You can tell JEB! is being advised by the same neocons that advised his brother. He is going to be a war president for sure if he gets elected. He is going to throw trillions at the DOD, so we are spending more than ever on the military. The MIC has Bush right in their pockets.

http://www.best-electric-barbecue-grills.com

knothead

knothead

As a group they certainly have no boundaries as to how low they are willing to go . . . . . civility in America belongs in the Smithsonian!

Floridatexan

Floridatexan

ZVUGKTUBM wrote:You can tell JEB! is being advised by the same neocons that advised his brother. He is going to be a war president for sure if he gets elected. He is going to throw trillions at the DOD, so we are spending more than ever on the military. The MIC has Bush right in their pockets.

It's questionable whose in whose pockets. I'm so glad you're watching this crap so I don't have to.

Floridatexan

Floridatexan

This is my cousin's FB comment:



"What country are these clowns elected to represent? They are doing more harm to the population than our sworn enemies!!"



Last edited by Floridatexan on 1/17/2016, 11:19 am; edited 1 time in total

othershoe1030

othershoe1030

To find Cruz supported by Goldman is not a shock but tarnishes his outsider costume. Unfortunately those who support him the most are of the Evangelical Christian type and may not pay attention to things like Wall Street and the big banks?

Although I think people are attracted to Trump because they know (or think it is true if it isn't) that no one but him holds the purse strings for his campaign. He is his own man for better or worse.

I think even the least observant must sense that the government is not being run by the politicians but by big business interests and Trump can tell them all to go fly a kite. That's appealing to the "Don't Tread on Me" types.

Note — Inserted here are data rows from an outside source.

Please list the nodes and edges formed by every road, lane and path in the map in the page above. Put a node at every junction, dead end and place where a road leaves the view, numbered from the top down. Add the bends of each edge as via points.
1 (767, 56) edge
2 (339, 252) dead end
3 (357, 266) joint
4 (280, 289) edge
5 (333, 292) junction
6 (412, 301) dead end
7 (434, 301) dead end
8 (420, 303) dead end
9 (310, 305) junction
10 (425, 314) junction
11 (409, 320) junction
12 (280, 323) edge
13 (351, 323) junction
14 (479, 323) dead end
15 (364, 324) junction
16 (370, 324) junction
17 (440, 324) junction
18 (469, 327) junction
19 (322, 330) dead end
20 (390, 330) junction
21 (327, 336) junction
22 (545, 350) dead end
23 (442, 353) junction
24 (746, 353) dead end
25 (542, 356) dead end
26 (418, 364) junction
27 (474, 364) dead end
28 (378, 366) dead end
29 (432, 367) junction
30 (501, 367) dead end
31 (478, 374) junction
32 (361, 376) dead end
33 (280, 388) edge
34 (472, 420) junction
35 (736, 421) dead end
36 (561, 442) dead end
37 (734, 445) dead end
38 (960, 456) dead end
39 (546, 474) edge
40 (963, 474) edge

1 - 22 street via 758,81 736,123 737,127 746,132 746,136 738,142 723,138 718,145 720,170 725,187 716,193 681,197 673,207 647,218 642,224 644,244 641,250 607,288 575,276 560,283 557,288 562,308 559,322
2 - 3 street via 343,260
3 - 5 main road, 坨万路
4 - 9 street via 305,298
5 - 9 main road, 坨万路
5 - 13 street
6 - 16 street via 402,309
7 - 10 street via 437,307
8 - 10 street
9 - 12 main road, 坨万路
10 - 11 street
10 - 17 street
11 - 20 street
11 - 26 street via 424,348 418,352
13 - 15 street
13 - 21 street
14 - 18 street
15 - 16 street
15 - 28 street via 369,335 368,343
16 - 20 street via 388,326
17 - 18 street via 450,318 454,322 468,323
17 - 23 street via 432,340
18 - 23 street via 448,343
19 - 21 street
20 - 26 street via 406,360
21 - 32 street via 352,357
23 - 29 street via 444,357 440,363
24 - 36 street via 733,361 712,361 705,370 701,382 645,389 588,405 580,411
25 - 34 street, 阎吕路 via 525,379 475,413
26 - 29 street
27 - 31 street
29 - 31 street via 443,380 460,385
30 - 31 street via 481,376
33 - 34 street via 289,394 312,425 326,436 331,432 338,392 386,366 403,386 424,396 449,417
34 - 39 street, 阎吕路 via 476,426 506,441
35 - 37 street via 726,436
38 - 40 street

Sanders is the only one who is not just a front for the money folks. I think that's why his campaign is giving Hillary such a challenge.

Floridatexan

Floridatexan

othershoe1030 wrote:To find Cruz supported by Goldman is not a shock but tarnishes his outsider costume. Unfortunately those who support him the most are of the Evangelical Christian type and may not pay attention to things like Wall Street and the big banks?

Although I think people are attracted to Trump because they know (or think it is true if it isn't) that no one but him holds the purse strings for his campaign. He is his own man for better or worse.

I think even the least observant must sense that the government is not being run by the politicians but by big business interests and Trump can tell them all to go fly a kite. That's appealing to the "Don't Tread on Me" types.

Sanders is the only one who is not just a front for the money folks. I think that's why his campaign is giving Hillary such a challenge.

Although you can probably never convince the die-hard Trump types, Trump is NOT funding his own campaign...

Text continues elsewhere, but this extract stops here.